For the purpose of technological-typological classification, a particular assemblage from square C5 was chosev for scrutiny. This assemblage includes 3,405 unidentified chunks, 160 flakes that are smaller than 1.5 cm (chips) and 995 knapped items, among them 137 (13.8%) primary elements (cortex covers 50% or more of the item’s surface), 30 (3%) naturally-backed knives, 310 (31.1%) flakes, 29 (2.9%) Levallois flakes, 10 (1%) blades, 4 (0.4%) Levallois blades, 9 (0.9%) bladelets, 124 (12.5%) cores, 14 (1.4%) Levallois cores, 20 (2.0%) bladelet cores, 149 (14.9%) core debitage items, and 159 (16.0%) tools. Included among the bladelet cores are pyramidal cores with a single striking platform and cores that were produced on flakes, some of which can be defined carinated scrapers. The group of tools includes 64 retouched flakes (40.2% of the tools), 17 (10.7%) retouched Levallois flakes, 24 (15.1%) retouched primary elements, 13 (8.2%) notches/denticulates, 12 (7.5%) retouched core debitage, 11 (6.9%) retouched blades, 5 (3.1%) scrapers, 4 (2.5%) side-scrapers, 3 (1.9%) burins, 2 (1.2%) microliths and 1 truncation (0.6%).
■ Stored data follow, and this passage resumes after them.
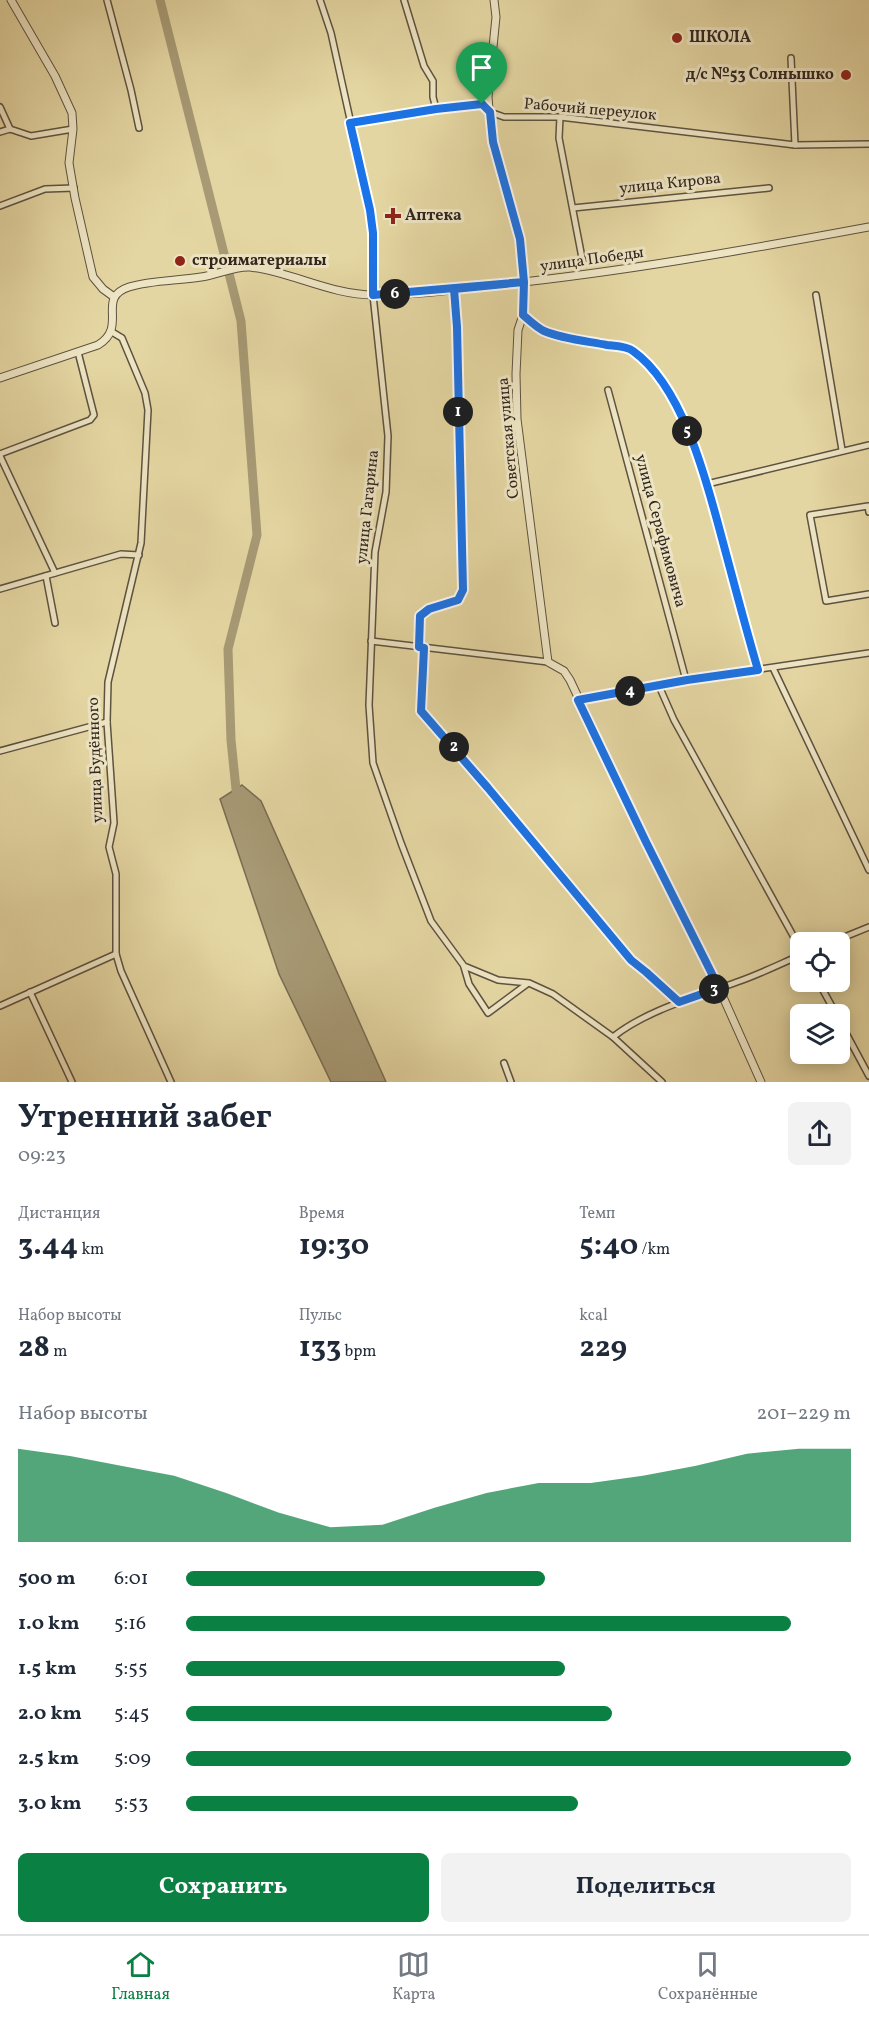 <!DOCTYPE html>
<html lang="ru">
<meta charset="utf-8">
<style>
:root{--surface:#fff;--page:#f2f2f3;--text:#1f2937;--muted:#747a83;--line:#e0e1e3;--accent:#0b8043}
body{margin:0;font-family:Vollkorn,serif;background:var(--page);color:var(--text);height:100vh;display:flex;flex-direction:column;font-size:22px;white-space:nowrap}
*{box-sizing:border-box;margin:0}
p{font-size:20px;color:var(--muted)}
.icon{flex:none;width:33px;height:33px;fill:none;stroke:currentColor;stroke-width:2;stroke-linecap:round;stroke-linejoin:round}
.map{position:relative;height:1082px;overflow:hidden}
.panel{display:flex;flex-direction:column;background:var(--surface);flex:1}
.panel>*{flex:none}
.tools{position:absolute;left:790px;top:932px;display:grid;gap:12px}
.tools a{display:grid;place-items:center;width:60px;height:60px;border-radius:9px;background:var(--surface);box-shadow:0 3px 15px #0003;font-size:30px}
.pin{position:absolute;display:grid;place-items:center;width:51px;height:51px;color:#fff;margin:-62px -26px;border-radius:50% 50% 50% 0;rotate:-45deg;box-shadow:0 0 6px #0007}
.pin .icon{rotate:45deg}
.km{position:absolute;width:30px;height:30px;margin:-15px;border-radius:50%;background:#222;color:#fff;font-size:16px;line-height:30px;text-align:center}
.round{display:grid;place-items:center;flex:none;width:63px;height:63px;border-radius:9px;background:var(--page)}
.overview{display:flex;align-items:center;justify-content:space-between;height:102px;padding:0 18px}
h1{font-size:33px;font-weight:700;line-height:45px}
.metrics{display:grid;grid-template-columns:repeat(3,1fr);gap:9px;height:102px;padding:6px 18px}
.metrics div{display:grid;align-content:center}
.metrics b{font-size:30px;font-weight:700}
.metrics small{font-size:16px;font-weight:400}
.metrics p{font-size:16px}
.chart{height:168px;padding:12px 18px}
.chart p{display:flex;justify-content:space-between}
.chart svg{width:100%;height:108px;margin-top:6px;fill:var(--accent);opacity:.7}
.cta{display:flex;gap:12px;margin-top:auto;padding:12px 18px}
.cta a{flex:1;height:69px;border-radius:9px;background:var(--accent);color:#fff;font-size:24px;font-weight:700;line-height:69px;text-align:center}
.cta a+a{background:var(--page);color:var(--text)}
ul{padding:0 18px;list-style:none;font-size:20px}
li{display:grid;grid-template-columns:96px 72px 1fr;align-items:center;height:45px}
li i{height:15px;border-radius:8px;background:var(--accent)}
.menu{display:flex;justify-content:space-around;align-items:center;height:84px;border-top:2px solid var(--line);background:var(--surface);font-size:16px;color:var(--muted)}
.menu a{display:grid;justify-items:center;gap:3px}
.menu .on{color:var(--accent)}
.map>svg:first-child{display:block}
.water{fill:#a79a75;stroke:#786c53;stroke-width:1.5}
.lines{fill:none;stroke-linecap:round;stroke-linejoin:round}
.river{stroke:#a79a75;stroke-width:9}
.minor-casing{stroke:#5e5240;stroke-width:8}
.tertiary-casing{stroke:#5e5240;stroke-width:9}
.minor{stroke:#ede4c3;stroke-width:5}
.tertiary{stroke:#ede4c3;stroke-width:7}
.route-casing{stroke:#fff;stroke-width:12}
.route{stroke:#1a73e8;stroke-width:8}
.poi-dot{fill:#8f2418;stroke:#ede4c3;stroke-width:2}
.labels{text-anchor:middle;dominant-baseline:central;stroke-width:6;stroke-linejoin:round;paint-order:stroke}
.poi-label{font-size:16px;font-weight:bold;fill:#31261f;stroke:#ede4c3;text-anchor:start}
.street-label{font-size:16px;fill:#31261f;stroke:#ede4c3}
</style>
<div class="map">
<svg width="869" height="1082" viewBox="0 0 869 1082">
<rect width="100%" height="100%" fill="#e4d6a2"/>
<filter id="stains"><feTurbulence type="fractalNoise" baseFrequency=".00333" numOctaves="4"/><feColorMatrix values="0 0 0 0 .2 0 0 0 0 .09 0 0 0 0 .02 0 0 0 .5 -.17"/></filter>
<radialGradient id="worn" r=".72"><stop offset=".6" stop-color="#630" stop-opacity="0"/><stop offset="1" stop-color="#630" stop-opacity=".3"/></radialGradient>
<path class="water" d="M242 785 261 801 386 1082H331L279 974 220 799Z"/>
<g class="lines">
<path class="river" d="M160 0 241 321 257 535 228 649 231 740 237 799"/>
<defs>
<g id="minor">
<path d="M107 0 131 90 139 128"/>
<path d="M320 0 331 33 370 210 373 233V295L388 436 386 492 375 552 369 705 373 763 401 843 431 921 464 966 498 980 529 983 553 994 613 1037 662 1082"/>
<path d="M404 0 424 66 433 81V97L436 109"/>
<path d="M791 58 795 145"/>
<path d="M0 107 10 129"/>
<path d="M560 117 559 138 583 263"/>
<path d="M350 123 436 109 482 104 490 112 504 117H560L795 145 869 144"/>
<path d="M0 132 10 129 31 136 73 129"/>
<path d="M0 206 45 189 74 188"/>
<path d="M573 208 769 188"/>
<path d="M816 295 842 450"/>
<path d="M523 315 543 331 574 339 631 349 657 376 680 413 707 484 758 670"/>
<path d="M112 332 122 338 145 393 148 410 141 543 108 682 107 722 114 823 109 847 116 874V954L121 971 171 1082"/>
<path d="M608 390 686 680"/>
<path d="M0 454 90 420 94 415 78 352"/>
<path d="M0 456 55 573"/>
<path d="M707 484 869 445"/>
<path d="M869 512 868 506 810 515 826 601 869 594"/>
<path d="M46 576 55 623"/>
<path d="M0 589 121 554 139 555"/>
<path d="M371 641 548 662"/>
<path d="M419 647 420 616 429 609 458 600 463 590 457 327 454 289"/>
<path d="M424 648 421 711 488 788 631 960 665 988 679 1003"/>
<path d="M773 668 869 870"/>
<path d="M659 686 674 720 801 950"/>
<path d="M578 700 686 680 869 653"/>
<path d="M0 751 107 722"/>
<path d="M832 942 869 927"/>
<path d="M464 967 469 984 488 1013 527 984"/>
<path d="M818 981 836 1014"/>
<path d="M30 992 72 1082"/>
<path d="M0 1006 116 954"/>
<path d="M840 1022 869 1076"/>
<path d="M613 1037C647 1010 696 997 737 982 758 975 780 964 801 955"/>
<path d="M504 1063 511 1082"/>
</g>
<g id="tertiary">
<path d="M11 0 55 76 72 113 73 129 69 163 75 198 93 277 103 289 114 297"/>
<path d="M494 0 496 17 488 97 490 121 493 143 520 239 524 282 523 315 518 330 516 374 517 419 548 662 564 671 570 680 646 842 719 988 761 1082"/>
<path d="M0 378 98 345C129 326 95 298 129 287 152 280 177 281 201 277 216 275 235 266 250 267 292 272 331 295 374 295 413 296 457 289 496 285 622 272 745 250 869 227"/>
</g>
</defs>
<use href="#minor" class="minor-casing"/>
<use href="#tertiary" class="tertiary-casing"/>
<use href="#minor" class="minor"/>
<use href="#tertiary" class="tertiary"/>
</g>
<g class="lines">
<defs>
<path id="route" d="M482 104 490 112 493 142 520 239 524 282 454 289 457 327 463 590 458 600 429 609 420 616 419 647 424 648 421 711 488 788 631 960 646 972 679 1002 719 988 646 842 578 700 687 680 758 670C746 629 735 587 724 546 708 487 685 388 633 351 627 346 615 346 607 345 586 341 563 339 544 331 537 328 529 320 523 315L524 282 373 295V233L370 210 350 123 436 109 482 104"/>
</defs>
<use href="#route" class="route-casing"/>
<use href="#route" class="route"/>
</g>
<g class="poi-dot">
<circle cx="677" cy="38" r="6"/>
<circle cx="846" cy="75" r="6"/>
<path d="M390 207h6v6h6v6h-6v6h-6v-6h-6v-6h6z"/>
<circle cx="180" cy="261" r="6"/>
</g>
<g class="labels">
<g class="poi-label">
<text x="689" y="38">ШКОЛА</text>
<text x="834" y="75" text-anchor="end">д/с №53 Солнышко</text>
<text x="405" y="216">Аптека</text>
<text x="192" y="261">строиматериалы</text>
</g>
<g class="street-label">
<text transform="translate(590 110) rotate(5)">Рабочий переулок</text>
<text transform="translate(670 184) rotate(-6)">улица Кирова</text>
<text transform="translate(592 260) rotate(-8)">улица Победы</text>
<text transform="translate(509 438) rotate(-95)">Советская улица</text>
<text transform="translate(368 507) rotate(-84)">улица Гагарина</text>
<text transform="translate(660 531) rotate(75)">улица Серафимовича</text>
<text transform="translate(96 760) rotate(-92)">улица Будённого</text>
</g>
</g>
<rect width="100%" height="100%" filter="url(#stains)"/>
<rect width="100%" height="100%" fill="url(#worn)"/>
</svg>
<div class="tools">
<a><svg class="icon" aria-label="locate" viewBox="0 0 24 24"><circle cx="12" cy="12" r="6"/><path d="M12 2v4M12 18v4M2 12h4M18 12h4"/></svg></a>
<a><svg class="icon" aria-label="layers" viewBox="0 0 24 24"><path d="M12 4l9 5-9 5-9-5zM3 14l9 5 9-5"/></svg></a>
</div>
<div class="pin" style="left:482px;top:104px;background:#1e9e55"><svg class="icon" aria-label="arrive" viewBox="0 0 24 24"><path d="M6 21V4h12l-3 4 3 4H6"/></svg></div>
<b class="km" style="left:458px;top:412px">1</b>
<b class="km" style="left:454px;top:747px">2</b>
<b class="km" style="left:714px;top:989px">3</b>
<b class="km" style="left:630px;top:691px">4</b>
<b class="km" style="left:687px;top:431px">5</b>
<b class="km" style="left:395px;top:294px">6</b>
</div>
<section class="panel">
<div class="overview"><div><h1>Утренний забег</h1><p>09:23</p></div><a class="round"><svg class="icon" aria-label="share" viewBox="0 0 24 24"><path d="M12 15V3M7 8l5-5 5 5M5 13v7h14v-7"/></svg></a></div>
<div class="metrics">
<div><p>Дистанция</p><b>3.44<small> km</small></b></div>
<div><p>Время</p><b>19:30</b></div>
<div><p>Темп</p><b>5:40<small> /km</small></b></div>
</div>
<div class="metrics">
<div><p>Набор высоты</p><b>28<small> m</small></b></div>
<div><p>Пульс</p><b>133<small> bpm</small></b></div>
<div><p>kcal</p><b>229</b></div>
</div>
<div class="chart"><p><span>Набор высоты</span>201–229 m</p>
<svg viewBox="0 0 160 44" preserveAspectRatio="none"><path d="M0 44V6L10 9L20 13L30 17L40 24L50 32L60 38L70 37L80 30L90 24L100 20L110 20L120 17L130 13L140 8L150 6L160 6V44z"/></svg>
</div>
<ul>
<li><b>500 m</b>6:01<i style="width:54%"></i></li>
<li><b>1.0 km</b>5:16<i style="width:91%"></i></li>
<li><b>1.5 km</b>5:55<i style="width:57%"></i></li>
<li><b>2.0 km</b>5:45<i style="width:64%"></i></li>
<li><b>2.5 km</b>5:09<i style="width:100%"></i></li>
<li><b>3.0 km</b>5:53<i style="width:59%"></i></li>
</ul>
<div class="cta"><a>Сохранить</a><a>Поделиться</a></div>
</section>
<nav class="menu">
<a class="on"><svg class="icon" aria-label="home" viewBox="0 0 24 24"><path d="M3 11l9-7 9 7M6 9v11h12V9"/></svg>Главная</a>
<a><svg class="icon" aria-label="map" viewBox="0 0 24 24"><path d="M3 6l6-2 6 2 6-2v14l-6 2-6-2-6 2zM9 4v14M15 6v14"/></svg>Карта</a>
<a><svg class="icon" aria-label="saved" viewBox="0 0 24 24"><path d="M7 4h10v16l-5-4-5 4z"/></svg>Сохранённые</a>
</nav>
The typological division and especially the detailed technological classification show an almost equal presence of two distinct industries, representing two prehistoric periods. This coincides with the first impression gleaned from the initial examination of the flint items. The items produced using the Levallois technique, including flakes, cores and blades (4.7% of the assemblage), represent the Middle Paleolithic period (250,000–47,000 YBP), while the bladelet industry, including cores and bladelets (2.9% of the assemblage) represents later periods, among them the Upper Paleolithic period (47,000–20,000 YBP) and the Epi-Paleolithic period (20,000–10,000 YBP). 
The distinction between the Upper Paleolithic and the Epi-Paleolithic, as well as between the different cultures in each of the periods is based on morphological and technological characteristics of microlithic tools. Only one diagnostic microlith, trapeze/rectangle, characteristic of the Middle Epipaleolithic Geometric Kebaran culture, was found in one of the trial trenches; two more nicroliths in the investigated assemblage are non-diagnostic retouched bladelets. Though virtually no diagnostic items that can be used to identify the period in which the bladelet cores were utilized, were discovered. The similarity of some of the bladelet cores to carinated scrapers, common in the Upper Paleolithic period, was noted. The possibility that the bladelet cores in the assemblage represent both periods—the Upper Paleolithic period and the Epi-Paleolithic period—is also viable.  
The presence of flint items from the Middle Paleolithic and later periods in the same level clearly shows that the finds in the excavation are not in situ. Apparently because the site is located in the eastuary of a stream running down the slope of Mount Carmel, items must have washed down from their original position over the years and re-deposited at their present location. Moreover, from the excavations that were conducted in 2011 northeast of the current excavation area, it turns out that the alluvial fan, that contained Levallois items alongside bladelet cores, extends hundreds of meters further west in the direction of Tel Qashish.
Sources of flint that is similar to that discovered during the excavation (Fig. 7), were spotted during a limited survey performed at the top of the slope, above the excavation area. A karstic cave with a terrace that might have been utilized in prehistoric periods was located close to these sources of flint (Fig. 8).